▶ _RECORDS FOR THIS TASK_
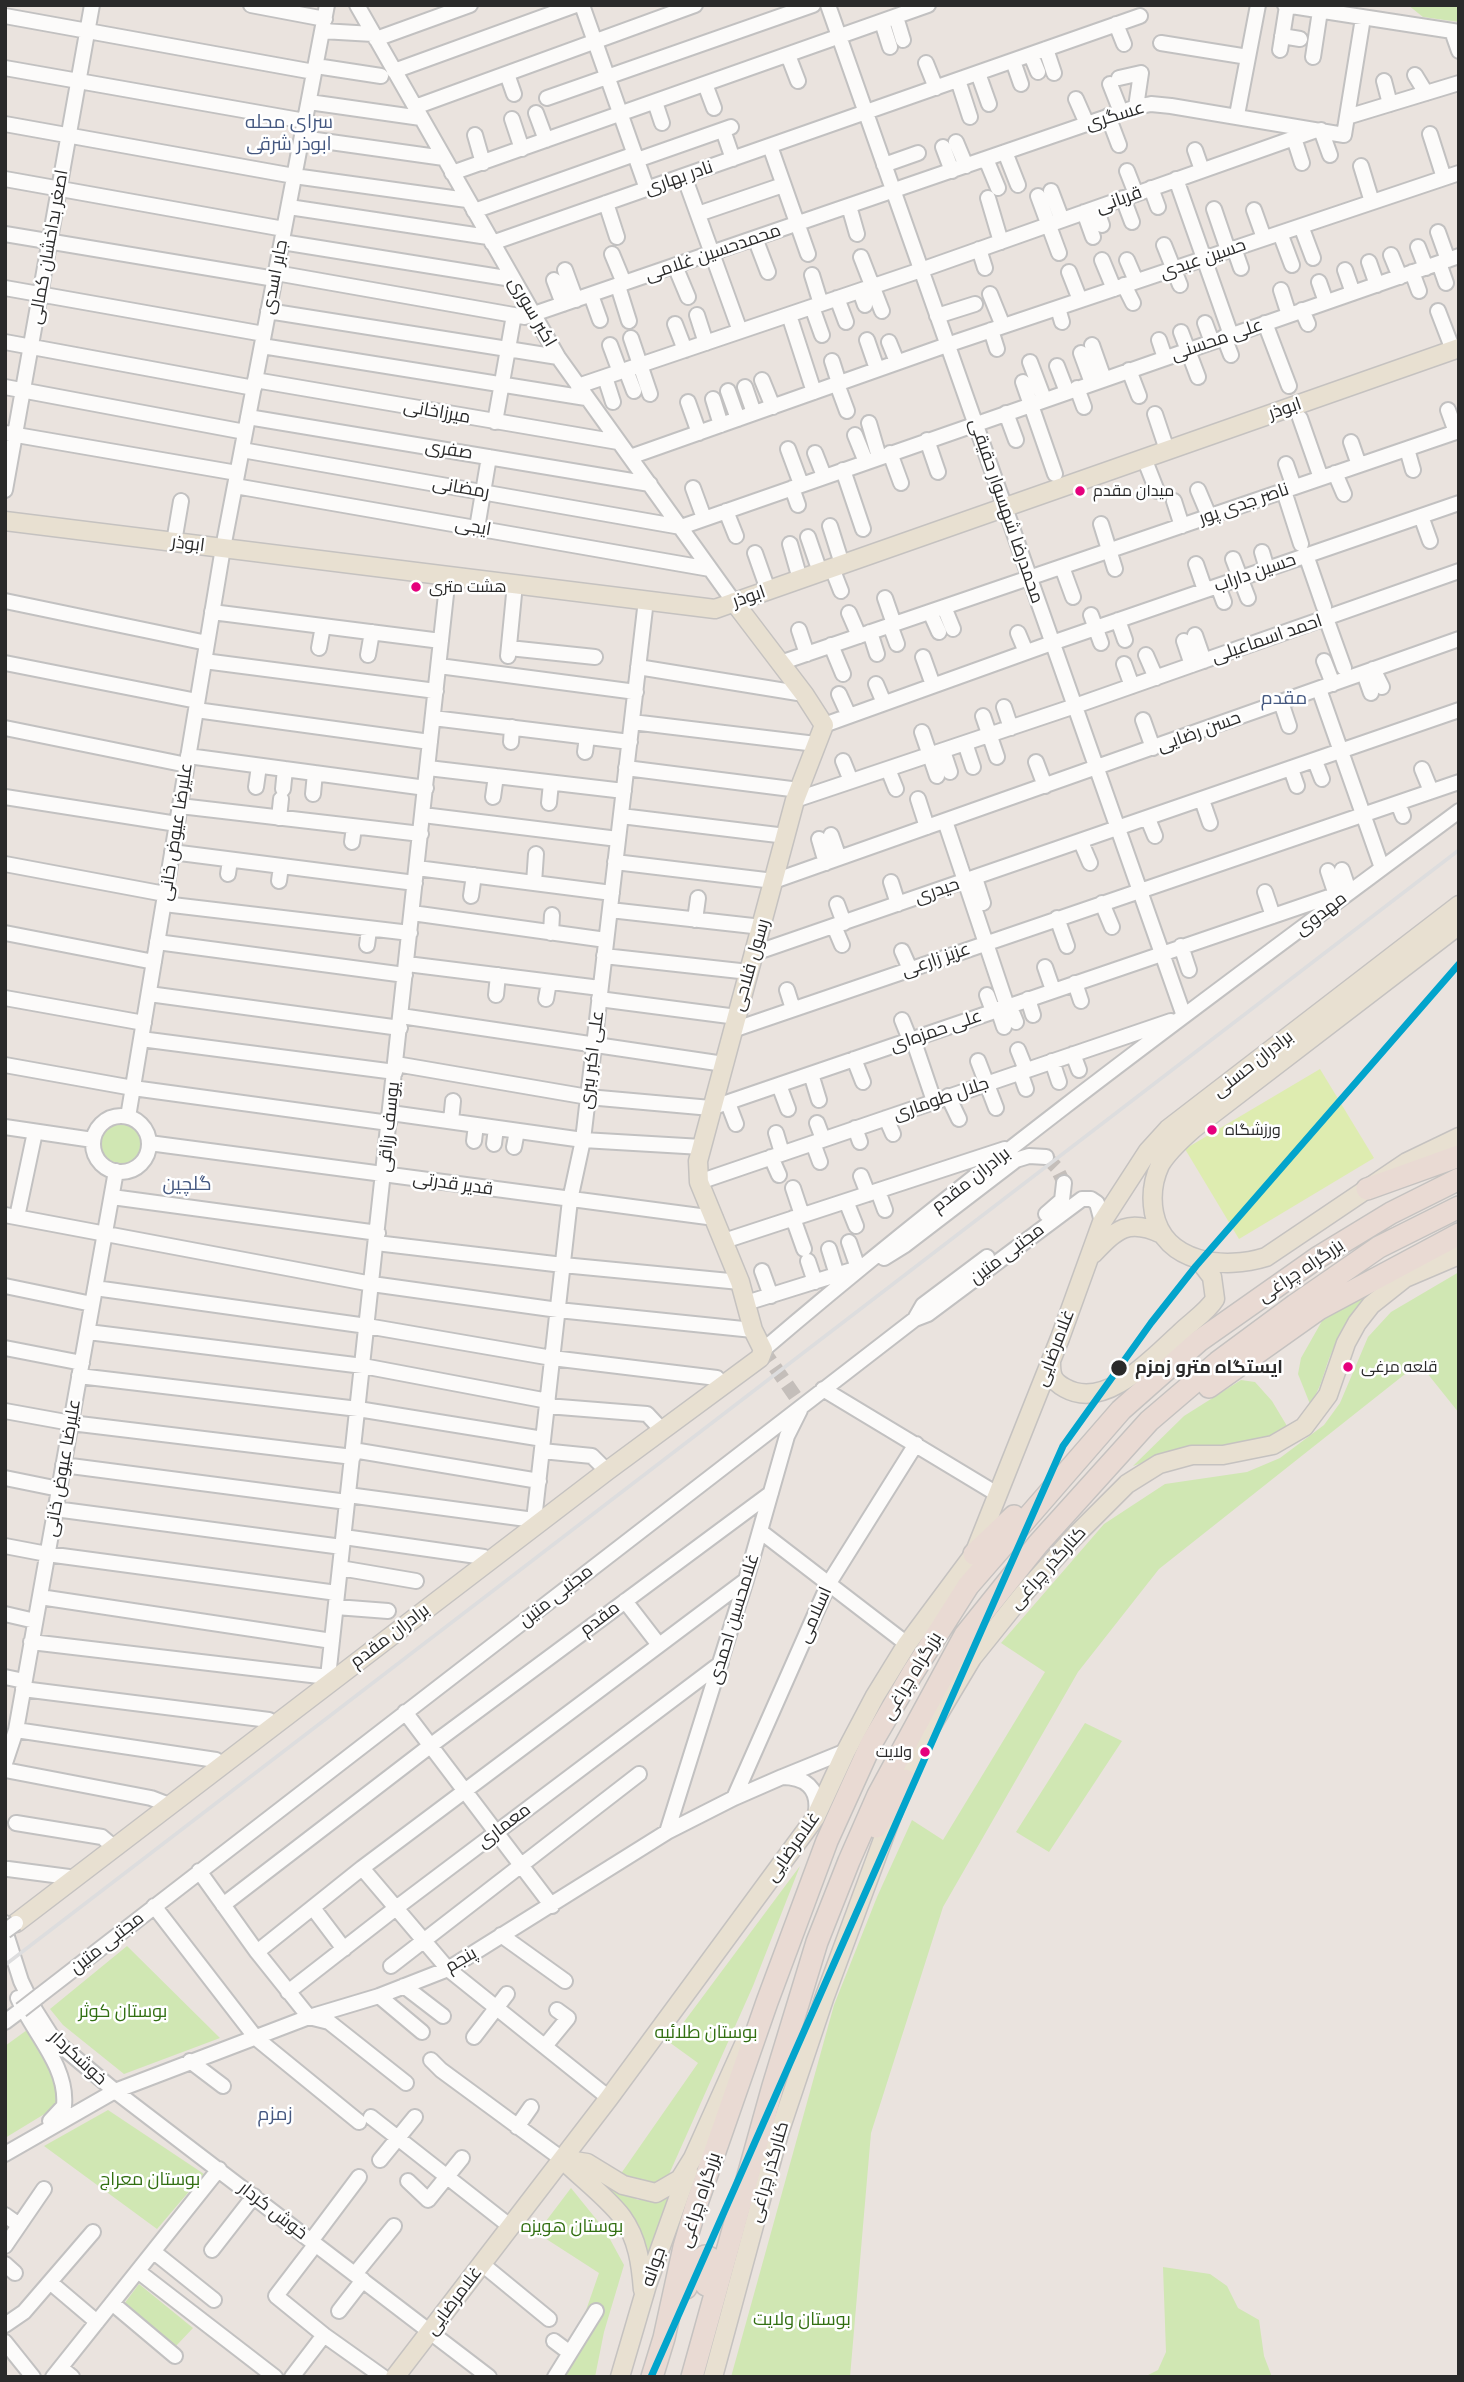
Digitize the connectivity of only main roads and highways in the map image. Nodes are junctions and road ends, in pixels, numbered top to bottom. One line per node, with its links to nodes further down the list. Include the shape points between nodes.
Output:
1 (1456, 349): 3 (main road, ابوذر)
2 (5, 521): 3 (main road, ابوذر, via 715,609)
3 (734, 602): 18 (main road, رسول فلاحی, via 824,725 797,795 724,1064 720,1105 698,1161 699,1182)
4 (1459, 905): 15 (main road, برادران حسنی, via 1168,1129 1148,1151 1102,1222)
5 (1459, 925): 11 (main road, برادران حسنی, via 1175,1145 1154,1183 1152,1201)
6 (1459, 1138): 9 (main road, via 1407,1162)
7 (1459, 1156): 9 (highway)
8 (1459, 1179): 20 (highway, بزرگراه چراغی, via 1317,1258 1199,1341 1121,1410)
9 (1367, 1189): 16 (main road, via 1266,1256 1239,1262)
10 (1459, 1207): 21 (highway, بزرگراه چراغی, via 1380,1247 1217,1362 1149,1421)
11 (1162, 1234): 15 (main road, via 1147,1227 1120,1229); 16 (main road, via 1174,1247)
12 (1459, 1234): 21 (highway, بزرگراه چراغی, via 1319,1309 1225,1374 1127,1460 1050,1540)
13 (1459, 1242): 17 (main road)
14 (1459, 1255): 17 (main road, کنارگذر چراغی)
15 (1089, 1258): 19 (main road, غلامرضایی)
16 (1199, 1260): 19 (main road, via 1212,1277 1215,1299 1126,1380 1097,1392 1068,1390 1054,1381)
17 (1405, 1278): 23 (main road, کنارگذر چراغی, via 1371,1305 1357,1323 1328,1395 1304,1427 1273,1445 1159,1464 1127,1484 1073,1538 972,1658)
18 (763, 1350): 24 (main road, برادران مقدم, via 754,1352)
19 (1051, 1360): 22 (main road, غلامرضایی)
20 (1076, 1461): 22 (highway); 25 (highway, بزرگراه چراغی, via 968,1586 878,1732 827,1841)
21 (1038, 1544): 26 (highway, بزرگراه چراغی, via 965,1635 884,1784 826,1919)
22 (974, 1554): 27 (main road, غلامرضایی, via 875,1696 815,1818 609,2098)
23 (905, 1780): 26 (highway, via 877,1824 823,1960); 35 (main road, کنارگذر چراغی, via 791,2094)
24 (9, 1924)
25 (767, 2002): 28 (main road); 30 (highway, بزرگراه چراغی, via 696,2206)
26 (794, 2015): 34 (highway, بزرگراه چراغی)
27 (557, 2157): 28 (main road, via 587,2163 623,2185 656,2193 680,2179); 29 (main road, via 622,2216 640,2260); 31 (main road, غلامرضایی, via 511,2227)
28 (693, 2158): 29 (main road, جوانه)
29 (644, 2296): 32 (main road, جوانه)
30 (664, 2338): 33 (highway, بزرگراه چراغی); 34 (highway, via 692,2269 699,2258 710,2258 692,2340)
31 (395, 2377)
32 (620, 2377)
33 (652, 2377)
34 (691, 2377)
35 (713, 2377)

▶ _PROBLEM DESCRIPTION_
Reproduce each line of the records exactly, and omit every picture.

▶ _ANSWER TO THIS PROBLEM_
Digitize the connectivity of only main roads and highways in the map image. Nodes are junctions and road ends, in pixels, numbered top to bottom. One line per node, with its links to nodes further down the list. Include the shape points between nodes.
Output:
1 (1456, 349): 3 (main road, ابوذر)
2 (5, 521): 3 (main road, ابوذر, via 715,609)
3 (734, 602): 18 (main road, رسول فلاحی, via 824,725 797,795 724,1064 720,1105 698,1161 699,1182)
4 (1459, 905): 15 (main road, برادران حسنی, via 1168,1129 1148,1151 1102,1222)
5 (1459, 925): 11 (main road, برادران حسنی, via 1175,1145 1154,1183 1152,1201)
6 (1459, 1138): 9 (main road, via 1407,1162)
7 (1459, 1156): 9 (highway)
8 (1459, 1179): 20 (highway, بزرگراه چراغی, via 1317,1258 1199,1341 1121,1410)
9 (1367, 1189): 16 (main road, via 1266,1256 1239,1262)
10 (1459, 1207): 21 (highway, بزرگراه چراغی, via 1380,1247 1217,1362 1149,1421)
11 (1162, 1234): 15 (main road, via 1147,1227 1120,1229); 16 (main road, via 1174,1247)
12 (1459, 1234): 21 (highway, بزرگراه چراغی, via 1319,1309 1225,1374 1127,1460 1050,1540)
13 (1459, 1242): 17 (main road)
14 (1459, 1255): 17 (main road, کنارگذر چراغی)
15 (1089, 1258): 19 (main road, غلامرضایی)
16 (1199, 1260): 19 (main road, via 1212,1277 1215,1299 1126,1380 1097,1392 1068,1390 1054,1381)
17 (1405, 1278): 23 (main road, کنارگذر چراغی, via 1371,1305 1357,1323 1328,1395 1304,1427 1273,1445 1159,1464 1127,1484 1073,1538 972,1658)
18 (763, 1350): 24 (main road, برادران مقدم, via 754,1352)
19 (1051, 1360): 22 (main road, غلامرضایی)
20 (1076, 1461): 22 (highway); 25 (highway, بزرگراه چراغی, via 968,1586 878,1732 827,1841)
21 (1038, 1544): 26 (highway, بزرگراه چراغی, via 965,1635 884,1784 826,1919)
22 (974, 1554): 27 (main road, غلامرضایی, via 875,1696 815,1818 609,2098)
23 (905, 1780): 26 (highway, via 877,1824 823,1960); 35 (main road, کنارگذر چراغی, via 791,2094)
24 (9, 1924)
25 (767, 2002): 28 (main road); 30 (highway, بزرگراه چراغی, via 696,2206)
26 (794, 2015): 34 (highway, بزرگراه چراغی)
27 (557, 2157): 28 (main road, via 587,2163 623,2185 656,2193 680,2179); 29 (main road, via 622,2216 640,2260); 31 (main road, غلامرضایی, via 511,2227)
28 (693, 2158): 29 (main road, جوانه)
29 (644, 2296): 32 (main road, جوانه)
30 (664, 2338): 33 (highway, بزرگراه چراغی); 34 (highway, via 692,2269 699,2258 710,2258 692,2340)
31 (395, 2377)
32 (620, 2377)
33 (652, 2377)
34 (691, 2377)
35 (713, 2377)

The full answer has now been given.